Efficient Hash Lookups: Adventures with Benchmarks!
Efficient data retrieval is crucial for high performance applications. Whether you're configuring a complex system or handling large datasets, the speed of hash lookups can significantly impact performance. In this post, we'll explore various methods to optimize hash lookups and benchmark their performance.
You can find my benchmarking code available here.
The Challenge
Let's say that you have a hash (aka dictionary aka map aka associative array; something with key/value pairs) representing configuration for your system.
At runtime, let's assume that your application only needs access to a small number of these configuration items to handle a given request.
Let's also say that this hash can get pretty large; some users have very complex configurations.
{ "setting_1": "value 1", "setting_2": "value 2", /* ... */ "setting_10000": "value 10000", }
A common way of storing this configuration is in a
JSON file.
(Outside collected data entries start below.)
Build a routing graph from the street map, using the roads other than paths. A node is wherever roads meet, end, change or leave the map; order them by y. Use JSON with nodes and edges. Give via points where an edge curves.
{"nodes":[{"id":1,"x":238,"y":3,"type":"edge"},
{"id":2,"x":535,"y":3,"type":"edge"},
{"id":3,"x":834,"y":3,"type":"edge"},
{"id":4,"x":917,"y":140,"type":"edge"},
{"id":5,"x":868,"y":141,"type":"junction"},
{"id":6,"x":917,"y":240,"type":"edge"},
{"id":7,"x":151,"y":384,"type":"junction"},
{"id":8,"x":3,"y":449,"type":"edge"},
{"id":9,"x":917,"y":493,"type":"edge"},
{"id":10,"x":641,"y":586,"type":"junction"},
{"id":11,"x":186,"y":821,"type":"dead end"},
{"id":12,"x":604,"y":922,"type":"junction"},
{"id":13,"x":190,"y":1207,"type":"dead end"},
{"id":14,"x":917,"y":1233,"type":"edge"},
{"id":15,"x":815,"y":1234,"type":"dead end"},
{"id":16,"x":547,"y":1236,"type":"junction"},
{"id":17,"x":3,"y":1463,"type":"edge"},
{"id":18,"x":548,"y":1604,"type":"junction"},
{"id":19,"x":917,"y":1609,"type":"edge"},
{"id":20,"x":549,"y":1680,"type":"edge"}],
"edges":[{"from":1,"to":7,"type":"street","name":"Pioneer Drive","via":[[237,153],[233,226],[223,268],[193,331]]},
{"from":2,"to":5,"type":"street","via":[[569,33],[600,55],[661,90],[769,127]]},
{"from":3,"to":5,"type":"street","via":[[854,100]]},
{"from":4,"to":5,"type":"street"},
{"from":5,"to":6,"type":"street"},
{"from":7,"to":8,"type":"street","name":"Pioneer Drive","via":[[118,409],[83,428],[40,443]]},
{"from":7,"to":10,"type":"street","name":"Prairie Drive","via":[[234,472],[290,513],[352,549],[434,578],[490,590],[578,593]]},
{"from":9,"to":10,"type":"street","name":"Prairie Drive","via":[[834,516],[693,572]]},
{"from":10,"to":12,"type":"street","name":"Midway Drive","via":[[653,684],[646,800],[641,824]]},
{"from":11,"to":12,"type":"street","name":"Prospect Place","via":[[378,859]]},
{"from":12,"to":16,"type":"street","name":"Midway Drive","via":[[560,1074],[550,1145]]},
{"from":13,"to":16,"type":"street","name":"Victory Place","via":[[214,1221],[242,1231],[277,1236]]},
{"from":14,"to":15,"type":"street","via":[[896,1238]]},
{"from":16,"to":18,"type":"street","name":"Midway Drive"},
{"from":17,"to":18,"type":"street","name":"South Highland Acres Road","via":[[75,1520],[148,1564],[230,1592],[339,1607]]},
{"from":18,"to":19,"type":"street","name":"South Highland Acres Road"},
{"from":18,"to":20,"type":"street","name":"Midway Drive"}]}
JSON is really simple to use for this
type of problem. Just use something like JSON.parse
to parse your file, and do a lookup
for whatever key you want:
config_data = File.read("config.json") config = JSON.parse(config_data) puts config["setting_500"] # => "value 500"
Awesome, what's the problem?
Assuming that we just want to fetch a small number of items from this configuration, there are a few problems here:
- We have to load the entire file into memory
- We then have to parse the entire file to get our hash object. This involves inserting every item in configuration into a new hash object, which is an O(n) operation.
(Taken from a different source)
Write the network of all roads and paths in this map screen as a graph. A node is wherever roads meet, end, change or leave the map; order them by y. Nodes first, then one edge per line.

If our configuration is quite large, then the parsing & hash construction time will be far greater than our lookup time.
$ ruby benchmark.rb -f json -s hash Calculating ------------------------------------- load 829.185 (±30.0%) i/s (1.21 ms/i) parse 24.779 (± 8.1%) i/s (40.36 ms/i) get_key 4.242M (± 3.7%) i/s (235.72 ns/i) load/parse/get_key 22.561 (± 8.9%) i/s (44.32 ms/i)
(I've removed some superfluous information from the output snippets here in the interests of clarity; the number I'm paying attention to is the time per iteration represented in the last column.)
Lookups into the hash, once created, are very fast: about 200ns per lookup.
However, for 100,000 entries, just parsing the data and creating the hash takes about 40ms on my system.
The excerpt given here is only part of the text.